Marimba's multicast tools set to ship, SunSoft deal tipped

Marimba, one of the rising stars of Internet multicast technology, has begun shipping the production versions of its Castanet and Bongo products. Meanwhile, the company is currently talking to SunSoft about embedding its software in the company's Java-based network computer, according to company sources.

Marimba, one of the rising stars of Internet multicast technology, has begun shipping the production versions of its Castanet and Bongo products.

Meanwhile, the company is currently talking to SunSoft about embedding its software in the company's Java-based network computer, according to company sources.

Marimba is also working on several new technologies designed for the widespread distribution of information on the Internet. These include an HTTP proxy server and a repeater server, according to Arthur van Hoff, chief technology officer at the Palo Alto, California-based startup.

While the company hopes to receive revenue for its first products next week, it is busily eyeing new markets and new opportunities for revenue.

"We are talking to a number of network computer vendors about embedding our client software on their desktop," says van Hoff. "For network computers it would be more suitable to have icons that represent channels rather than applications. These channels could include applications and data."

According to van Hoff, Sun Microsystems would be an obvious partner for Marimba. "There is a good possibility that we will end up working with a company that does a Java-based NC, and we obviously have a good relationship with Sun."

While the company's Castanet and Bongo software have been available free in beta for some time, Marimba now feels that it is time to earn some revenue for its efforts.

"We will start to make sales form Monday," said van Hoff. "There has been enormous demand for out products. But we will probably have a wider launch in the next month."

The company will be selling its Bongo application development tool for US$495, while the low end version of its Castanet transmitter software will cost $995. "Castanet Tuner software will be free," says van Hoff. "And prices for our high-end Castanet transmitter software will be subject to configuration."

Analysts are optimistic that Marimba will be able to make the transition to selling its software but not without some pain.

"We believe that the market is going to shake out to two main multicast vendors, probably Marimba and PointCast," says Mike Kennedy, vice president of the Meta Group's Advanced Information Management Strategy division in Burlingame, California. "Those vendors that manage to gain the support of Netscape and Microsoft will be the survivors."

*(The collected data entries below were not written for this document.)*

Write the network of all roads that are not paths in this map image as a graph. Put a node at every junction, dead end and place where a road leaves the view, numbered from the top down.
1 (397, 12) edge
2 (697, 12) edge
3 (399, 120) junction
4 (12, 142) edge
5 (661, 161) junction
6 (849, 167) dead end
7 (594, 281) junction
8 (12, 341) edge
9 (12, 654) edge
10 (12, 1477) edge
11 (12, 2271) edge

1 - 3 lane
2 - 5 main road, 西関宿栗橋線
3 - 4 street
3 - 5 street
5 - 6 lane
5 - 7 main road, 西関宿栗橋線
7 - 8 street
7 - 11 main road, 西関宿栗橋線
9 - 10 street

However, according to van Hoff, Internet multicasting is only a starting point for Marimba.

"We are currently in negotiations with Internet service providers around the world to provide transmitter space on their servers," he says.

This would enable a customer such as HotWired to hire out transmitter space from an ISP in Europe who has installed Marimba's repeater server software; users from Europe who receive data from HotWired would automatically be connected with the European repeater site.

The HTTP proxy server will be designed to provide a similar service in corporations. "For instance if 100 people in an organization are getting a CNN feed then you don't want an advertisement embedded on the CNN page to choke up the company's firewall," said van Hoff.

"Bandwidth is expensive and so some companies are beginning to stop users from receiving multicast services because if you have 100 people in an organization all on, say, PointCast then that adds up to an awful lot of bandwidth," saysKermit Patton, Internet program manager at the Stanford Research Institute in Menlo Park, California. "The multicast vendors are responding to this by providing corporations with software that sits on a corporate server and only distributes new information."

Meanwhile, according to published reports the company is also in discussions with Microsoft about embedding its Castanet Turner in Microsoft Internet Explorer 4.0. Van Hoff will not comment on the matter.

Analysts believe that Marimba would have to support Microsoft's Active X application programming interface (API) as well as Java to deal with Microsoft.

"I can't see that would be a significant advantage to Microsoft to deal with Marimba unless they gain wide spread market support and it's too early to tell if that is going to happen," said Kennedy. "Microsoft already has an agreement with PointCast which to my mind would exclude Marimba, at least for the moment."